Expériences et souvenirs de la migration acadienne le long de la rivière Wəlastəq | Saint-Jean, 1763-1814

Leanna Thomas (Université de Saint-Boniface)

Dans la plupart des cas, l’historiographie laisse entendre que la déportation des Acadiens a eu lieu pendant la guerre de Sept Ans (1755-1763), mais les récits de déplacements de familles et d’individus acadiens découlant de cet événement historique se poursuivent jusqu’au début du dix-neuvième siècle. Cette étude examine la réinstallation et la migration des Acadiens le long de la vallée de la rivière Wəlastəq | Saint-Jean entre 1763 et 1814. Elle comprend une analyse de la relation entre la littérature, les récits historiques et les archives lorsqu’il s’agit de connaître et de se souvenir des relations et de la mobilité des Acadiens pendant cette période. Au cours de la Révolution américaine, de la migration loyaliste, du déplacement des communautés Wəlastəkokewiyiks et de la guerre de 1812, les Acadiens de cette région ont exercé leur pouvoir, tout en étant liés à bien des égards aux structures coloniales britanniques de la politique, de la possession des terres et de l’économie, comme en témoignent leur travail et leur migration dans la vallée Wəlastəq.

            Cette étude s’appuie sur des travaux qui soulignent la complexité des relations entre la littérature, les récits historiques et les archives, en particulier pour les sociétés qui ont été forgées par le colonialisme et dont l’histoire est marquée par la tradition orale. En comparant la représentation littéraire de cette période avec les récits historiques dominants et les preuves archivistiques, cette étude comprend l’examen d’Un pélérinage au pays d’Évangéline (1887) de l’abbé québécois Henri-Raymond Casgrain et des ouvrages de l’historien anglophone W.O. Raymond. Parmi les autres textes examinés figurent des études des historiens John Clarence Webster et William Francis Ganong, ainsi que des œuvres littéraires des auteurs George Frederick Clarke, Antoine-J. Léger, Jules Boudreau et Antonine Maillet. Pour faciliter l’interprétation des récits littéraires et historiques relatifs à cette période, les recherches archivistiques comprennent des collections de contrats fonciers, dont beaucoup détaillent les raisons des pétitions acadiennes et fournissent des informations qui permettent de retracer leur migration vers d’autres régions du Canada atlantique.

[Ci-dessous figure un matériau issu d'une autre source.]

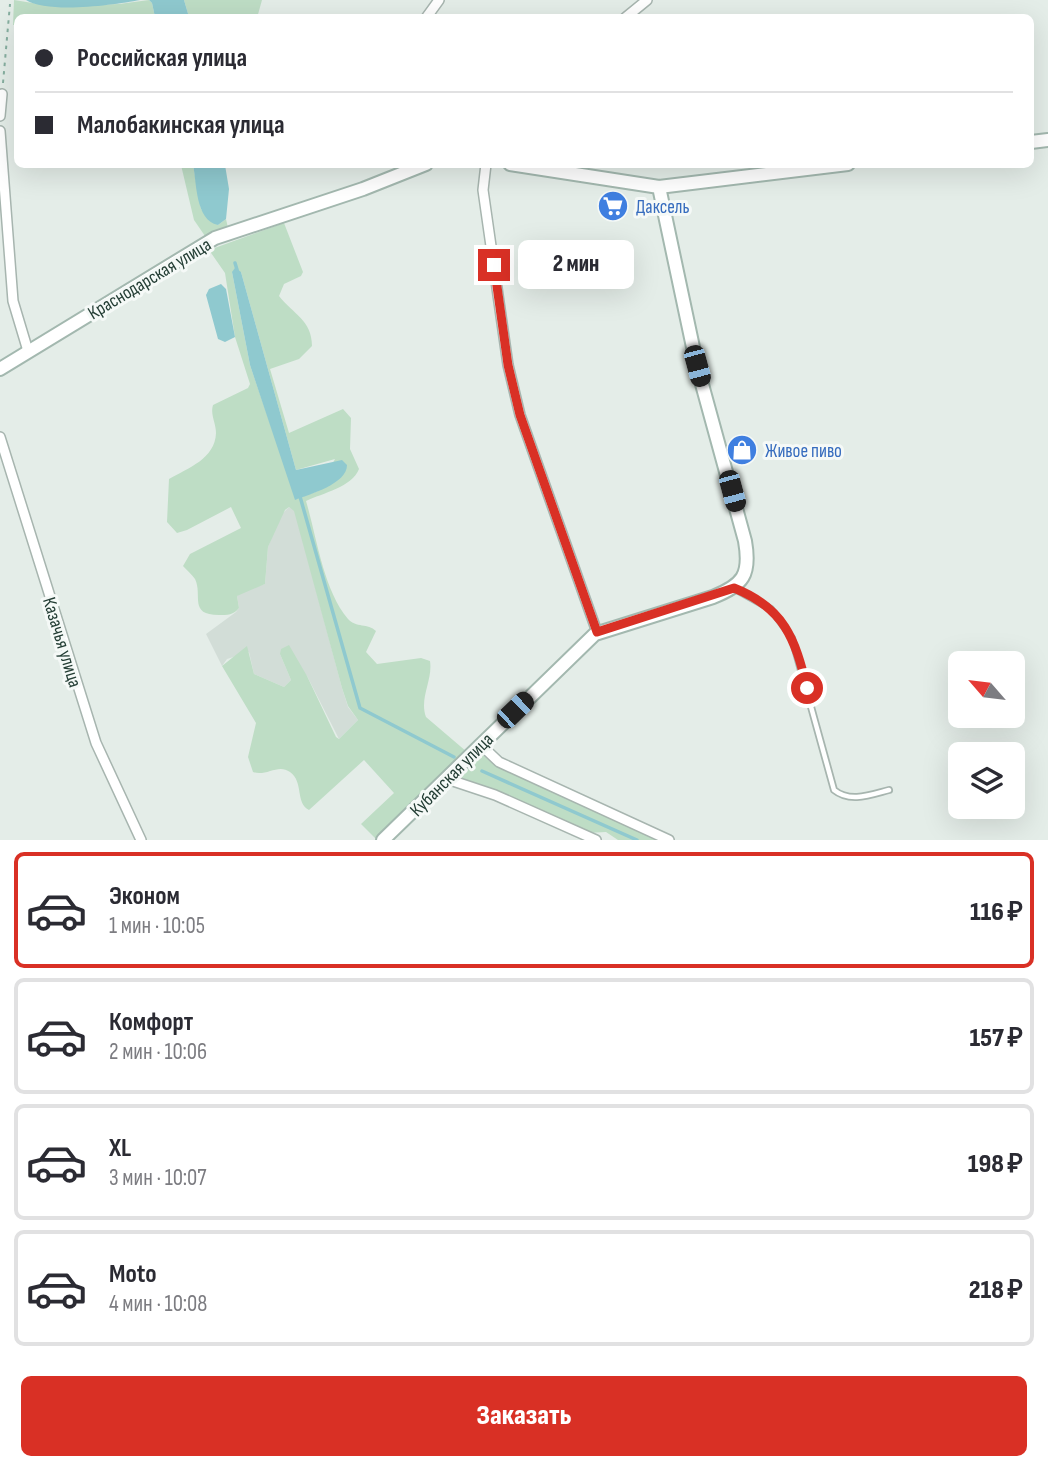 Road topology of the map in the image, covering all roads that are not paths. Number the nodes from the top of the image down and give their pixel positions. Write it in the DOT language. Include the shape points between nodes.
graph roads {
  1 [pos="647,0"];
  2 [pos="630,14"];
  3 [pos="2,94"];
  4 [pos="0,116"];
  5 [pos="0,131"];
  6 [pos="414,168"];
  7 [pos="486,168"];
  8 [pos="536,168"];
  9 [pos="815,168"];
  10 [pos="659,187"];
  11 [pos="27,351"];
  12 [pos="0,369"];
  13 [pos="0,437"];
  14 [pos="734,588"];
  15 [pos="597,632"];
  16 [pos="481,745"];
  17 [pos="447,779"];
  18 [pos="889,790"];
  19 [pos="141,840"];
  20 [pos="383,840"];
  21 [pos="596,840"];
  22 [pos="669,840"];
  1 -- 2 [label="street"];
  3 -- 4 [label="street"];
  5 -- 11 [label="street" via="13,301"];
  6 -- 11 [label="street, Краснодарская улица" via="215,238"];
  7 -- 15 [label="street" via="483,190 514,391 540,478"];
  8 -- 10 [label="street"];
  9 -- 10 [label="street"];
  10 -- 14 [label="street" via="697,366 745,541 746,568"];
  11 -- 12 [label="street, Краснодарская улица"];
  13 -- 19 [label="street, Казачья улица" via="88,721"];
  14 -- 15 [label="street, Кубанская улица"];
  14 -- 18 [label="lane" via="771,609 792,638 834,790 853,798"];
  15 -- 16 [label="street, Кубанская улица"];
  16 -- 17 [label="street, Кубанская улица"];
  16 -- 22 [label="street" via="499,762"];
  17 -- 20 [label="street, Кубанская улица"];
  17 -- 21 [label="street"];
}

            Ce projet examine ce qui est présent dans les archives, tout en réfléchissant aux vides, absences et silences existants, et considère les implications des récits historiques et littéraires. Elle examine la façon dont la dépossession et la migration des Acadiens le long de la rivière sont représentées et remémorées, tout en nuançant les significations de « location » et de « possession ». Cette étude mettra en lumière des individus et des événements qui sont souvent passés sous silence dans les récits historiques et littéraires de l’histoire acadienne et canadienne. En plus, elle va souligner les problèmes liés à la définition de 1763 comme étant la « fin » de la Déportation, puisque les Acadiens ont continué à subir des déplacements et des migrations tout en gérant leurs relations avec les colons britanniques, les Wəlastəkokewiyiks et les empires coloniaux.